Eurozone faces an existential crisis
Italy is facing the prospect of failing to service its massive debts. It could have potentially disastrous consequences for the rest of Europe.
The eurozone faces an existential crisis following alarming increases in the interest rates that Italy would have to pay to borrow.
The cause is a dramatic slump in the price of every category of Italian government bond. It followed a decision by an organisation called LCH.Clearnet, whose business is making sure that bond deals go through, to demand that traders in Italian bonds put up more cash as a deposit against the risk of those transactions turning bad.
The impact has been to make it more expensive to hold Italian bonds, so the price of those bonds has fallen, and the implied interest rate for the Italian government has soared.
Every single maturity of Italian government bond, from one year up to 30 year, closed at a yield well over 7%.
On any new borrowing, Italy would now have to pay well over 7% and if that rate were applied to its entire 1.8tn euros of debt, well it would cripple Italy's economy, which in turn would make it impossible for Italy to repay its debts.
What that interest rate says is that commercial lenders to Italy are dangerously close to going on strike.
That would be a disaster for a country that has to borrow more than 300bn euros next year just to repay existing debts.
What's the solution?
Well the creation of a stable government in Italy with credible policies for easing the burden of debt would help to reassure investors that lending to Italy would not be throwing good money after bad.
But Italy's political history does not augur well for the establishment of a strong government able to make tough economic decisions.
More important therefore is that the eurozone has to demonstrate that in an emergency it would lend what Italy needs.
Right now the eurozone can't do that. There is too little money in its bailout fund and the institution with the deepest pockets, the European Central Bank, has made it crystal clear that it won't provide enough.

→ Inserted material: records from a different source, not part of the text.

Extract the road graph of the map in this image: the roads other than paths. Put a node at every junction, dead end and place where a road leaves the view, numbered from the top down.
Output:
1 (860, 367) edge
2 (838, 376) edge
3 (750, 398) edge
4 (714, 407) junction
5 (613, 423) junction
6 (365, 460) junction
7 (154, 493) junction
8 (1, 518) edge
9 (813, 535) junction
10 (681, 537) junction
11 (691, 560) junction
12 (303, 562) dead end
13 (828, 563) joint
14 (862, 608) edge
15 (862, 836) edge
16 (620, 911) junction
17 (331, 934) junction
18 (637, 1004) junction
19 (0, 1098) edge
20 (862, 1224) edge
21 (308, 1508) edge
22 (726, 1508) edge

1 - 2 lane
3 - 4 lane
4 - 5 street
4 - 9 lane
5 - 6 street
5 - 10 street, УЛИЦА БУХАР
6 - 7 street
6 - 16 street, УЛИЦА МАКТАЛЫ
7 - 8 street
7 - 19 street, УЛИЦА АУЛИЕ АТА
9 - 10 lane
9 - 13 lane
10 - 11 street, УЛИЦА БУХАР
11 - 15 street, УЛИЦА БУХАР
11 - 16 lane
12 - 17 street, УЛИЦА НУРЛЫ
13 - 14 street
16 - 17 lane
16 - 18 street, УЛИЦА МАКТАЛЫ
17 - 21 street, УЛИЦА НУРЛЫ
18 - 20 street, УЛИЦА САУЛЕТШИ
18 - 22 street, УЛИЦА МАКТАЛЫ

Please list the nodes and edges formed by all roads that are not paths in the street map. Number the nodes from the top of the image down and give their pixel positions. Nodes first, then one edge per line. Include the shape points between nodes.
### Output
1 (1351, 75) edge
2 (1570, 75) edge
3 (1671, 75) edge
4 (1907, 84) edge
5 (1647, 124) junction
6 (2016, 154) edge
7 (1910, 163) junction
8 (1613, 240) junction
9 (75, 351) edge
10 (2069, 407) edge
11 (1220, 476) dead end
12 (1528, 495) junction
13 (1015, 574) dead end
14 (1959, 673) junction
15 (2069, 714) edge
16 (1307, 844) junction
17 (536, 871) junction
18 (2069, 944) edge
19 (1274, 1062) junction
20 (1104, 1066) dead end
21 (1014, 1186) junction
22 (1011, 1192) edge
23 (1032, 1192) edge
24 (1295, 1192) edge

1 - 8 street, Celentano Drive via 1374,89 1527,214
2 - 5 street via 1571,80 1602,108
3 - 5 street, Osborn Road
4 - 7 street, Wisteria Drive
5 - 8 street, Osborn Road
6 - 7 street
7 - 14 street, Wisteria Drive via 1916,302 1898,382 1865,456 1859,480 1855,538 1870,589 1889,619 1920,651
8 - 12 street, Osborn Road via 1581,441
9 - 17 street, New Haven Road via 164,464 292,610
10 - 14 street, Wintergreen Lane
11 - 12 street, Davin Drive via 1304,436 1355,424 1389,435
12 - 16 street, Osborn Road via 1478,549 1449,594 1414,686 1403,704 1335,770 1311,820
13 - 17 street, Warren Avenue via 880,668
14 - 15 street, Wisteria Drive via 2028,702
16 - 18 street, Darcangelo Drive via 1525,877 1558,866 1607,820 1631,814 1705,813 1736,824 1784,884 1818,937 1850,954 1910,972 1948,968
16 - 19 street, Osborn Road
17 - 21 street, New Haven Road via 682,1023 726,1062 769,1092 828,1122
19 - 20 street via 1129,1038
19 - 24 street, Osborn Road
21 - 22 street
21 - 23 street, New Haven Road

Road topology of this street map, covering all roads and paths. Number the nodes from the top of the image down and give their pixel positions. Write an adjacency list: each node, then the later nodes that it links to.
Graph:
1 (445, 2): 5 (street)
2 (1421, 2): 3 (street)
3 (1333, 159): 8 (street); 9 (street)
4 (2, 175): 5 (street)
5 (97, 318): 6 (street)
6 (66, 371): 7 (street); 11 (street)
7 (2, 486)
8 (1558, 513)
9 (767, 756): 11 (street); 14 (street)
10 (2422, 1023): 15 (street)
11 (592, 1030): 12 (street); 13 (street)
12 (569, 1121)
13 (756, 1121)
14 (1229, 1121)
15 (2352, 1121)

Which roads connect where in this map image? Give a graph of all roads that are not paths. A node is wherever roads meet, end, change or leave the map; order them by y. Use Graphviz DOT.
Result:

So unless within days, either the European Central Bank changes its mind, or a way can be found to rapidly increase the firepower of the bailout fund, the European Financial Stability Facility, or the International Monetary Fund steps into the breach (or some combination of all three) the risk of an Italian default, which would cause financial mayhem, would become dangerously real.
That will presumably focus minds in Germany. As the biggest and strongest economy in the eurozone, Germany would be at the heart of any Italian rescue. It has so far refused to put any more of its own money at risk in the EFSF or to allow the European Central Bank to become the lender of last resort to financially-stretched governments.
Reason dictates that Germany will put up the necessary money because the alternative, Italy being unable to repay its debts, would cause economic misery in Europe and beyond, and could fracture the eurozone.
~RS~q~RS~~RS~z~RS~59~RS~)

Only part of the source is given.